Skip the images and print the listing exactly.

--

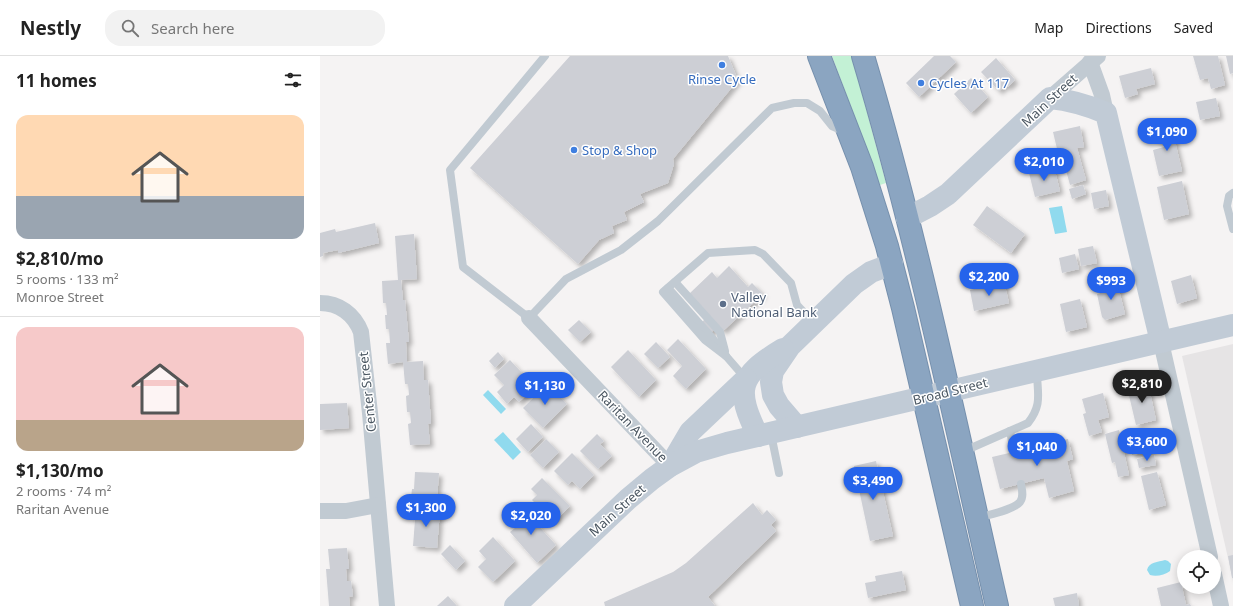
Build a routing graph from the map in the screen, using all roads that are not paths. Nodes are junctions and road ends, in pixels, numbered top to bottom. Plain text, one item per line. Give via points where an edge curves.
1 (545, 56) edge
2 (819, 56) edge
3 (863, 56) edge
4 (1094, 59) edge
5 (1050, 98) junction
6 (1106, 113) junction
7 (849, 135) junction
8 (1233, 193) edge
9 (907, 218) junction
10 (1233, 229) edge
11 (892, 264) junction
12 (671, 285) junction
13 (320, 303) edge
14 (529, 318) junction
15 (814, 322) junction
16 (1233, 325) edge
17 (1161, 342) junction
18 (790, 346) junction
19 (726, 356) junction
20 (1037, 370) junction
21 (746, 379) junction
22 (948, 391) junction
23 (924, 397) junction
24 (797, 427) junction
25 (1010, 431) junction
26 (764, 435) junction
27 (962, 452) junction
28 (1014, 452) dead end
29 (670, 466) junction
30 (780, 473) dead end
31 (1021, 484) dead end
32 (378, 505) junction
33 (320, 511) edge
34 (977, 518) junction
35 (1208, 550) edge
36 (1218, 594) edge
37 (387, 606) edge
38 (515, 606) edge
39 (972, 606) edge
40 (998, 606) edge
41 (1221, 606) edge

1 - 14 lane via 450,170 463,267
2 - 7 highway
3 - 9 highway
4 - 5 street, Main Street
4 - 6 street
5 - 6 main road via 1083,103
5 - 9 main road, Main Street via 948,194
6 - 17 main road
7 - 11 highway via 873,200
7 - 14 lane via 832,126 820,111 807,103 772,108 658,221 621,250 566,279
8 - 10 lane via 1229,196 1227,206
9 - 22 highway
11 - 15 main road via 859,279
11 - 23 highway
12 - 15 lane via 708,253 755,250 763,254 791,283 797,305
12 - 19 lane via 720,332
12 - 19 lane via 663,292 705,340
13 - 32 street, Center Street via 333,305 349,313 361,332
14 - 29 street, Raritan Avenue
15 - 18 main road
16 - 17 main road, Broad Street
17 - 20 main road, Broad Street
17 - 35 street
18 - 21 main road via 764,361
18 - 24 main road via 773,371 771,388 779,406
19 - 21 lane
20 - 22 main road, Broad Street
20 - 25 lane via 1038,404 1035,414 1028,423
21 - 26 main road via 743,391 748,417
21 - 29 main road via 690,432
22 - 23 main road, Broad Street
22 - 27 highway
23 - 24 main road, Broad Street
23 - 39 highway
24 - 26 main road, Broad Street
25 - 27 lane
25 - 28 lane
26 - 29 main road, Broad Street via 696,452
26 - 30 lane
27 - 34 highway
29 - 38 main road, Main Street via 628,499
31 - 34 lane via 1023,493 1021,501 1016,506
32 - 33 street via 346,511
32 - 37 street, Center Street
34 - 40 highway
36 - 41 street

--

Your response:
Build a routing graph from the map in the screen, using all roads that are not paths. Nodes are junctions and road ends, in pixels, numbered top to bottom. Plain text, one item per line. Give via points where an edge curves.
1 (545, 56) edge
2 (819, 56) edge
3 (863, 56) edge
4 (1094, 59) edge
5 (1050, 98) junction
6 (1106, 113) junction
7 (849, 135) junction
8 (1233, 193) edge
9 (907, 218) junction
10 (1233, 229) edge
11 (892, 264) junction
12 (671, 285) junction
13 (320, 303) edge
14 (529, 318) junction
15 (814, 322) junction
16 (1233, 325) edge
17 (1161, 342) junction
18 (790, 346) junction
19 (726, 356) junction
20 (1037, 370) junction
21 (746, 379) junction
22 (948, 391) junction
23 (924, 397) junction
24 (797, 427) junction
25 (1010, 431) junction
26 (764, 435) junction
27 (962, 452) junction
28 (1014, 452) dead end
29 (670, 466) junction
30 (780, 473) dead end
31 (1021, 484) dead end
32 (378, 505) junction
33 (320, 511) edge
34 (977, 518) junction
35 (1208, 550) edge
36 (1218, 594) edge
37 (387, 606) edge
38 (515, 606) edge
39 (972, 606) edge
40 (998, 606) edge
41 (1221, 606) edge

1 - 14 lane via 450,170 463,267
2 - 7 highway
3 - 9 highway
4 - 5 street, Main Street
4 - 6 street
5 - 6 main road via 1083,103
5 - 9 main road, Main Street via 948,194
6 - 17 main road
7 - 11 highway via 873,200
7 - 14 lane via 832,126 820,111 807,103 772,108 658,221 621,250 566,279
8 - 10 lane via 1229,196 1227,206
9 - 22 highway
11 - 15 main road via 859,279
11 - 23 highway
12 - 15 lane via 708,253 755,250 763,254 791,283 797,305
12 - 19 lane via 720,332
12 - 19 lane via 663,292 705,340
13 - 32 street, Center Street via 333,305 349,313 361,332
14 - 29 street, Raritan Avenue
15 - 18 main road
16 - 17 main road, Broad Street
17 - 20 main road, Broad Street
17 - 35 street
18 - 21 main road via 764,361
18 - 24 main road via 773,371 771,388 779,406
19 - 21 lane
20 - 22 main road, Broad Street
20 - 25 lane via 1038,404 1035,414 1028,423
21 - 26 main road via 743,391 748,417
21 - 29 main road via 690,432
22 - 23 main road, Broad Street
22 - 27 highway
23 - 24 main road, Broad Street
23 - 39 highway
24 - 26 main road, Broad Street
25 - 27 lane
25 - 28 lane
26 - 29 main road, Broad Street via 696,452
26 - 30 lane
27 - 34 highway
29 - 38 main road, Main Street via 628,499
31 - 34 lane via 1023,493 1021,501 1016,506
32 - 33 street via 346,511
32 - 37 street, Center Street
34 - 40 highway
36 - 41 street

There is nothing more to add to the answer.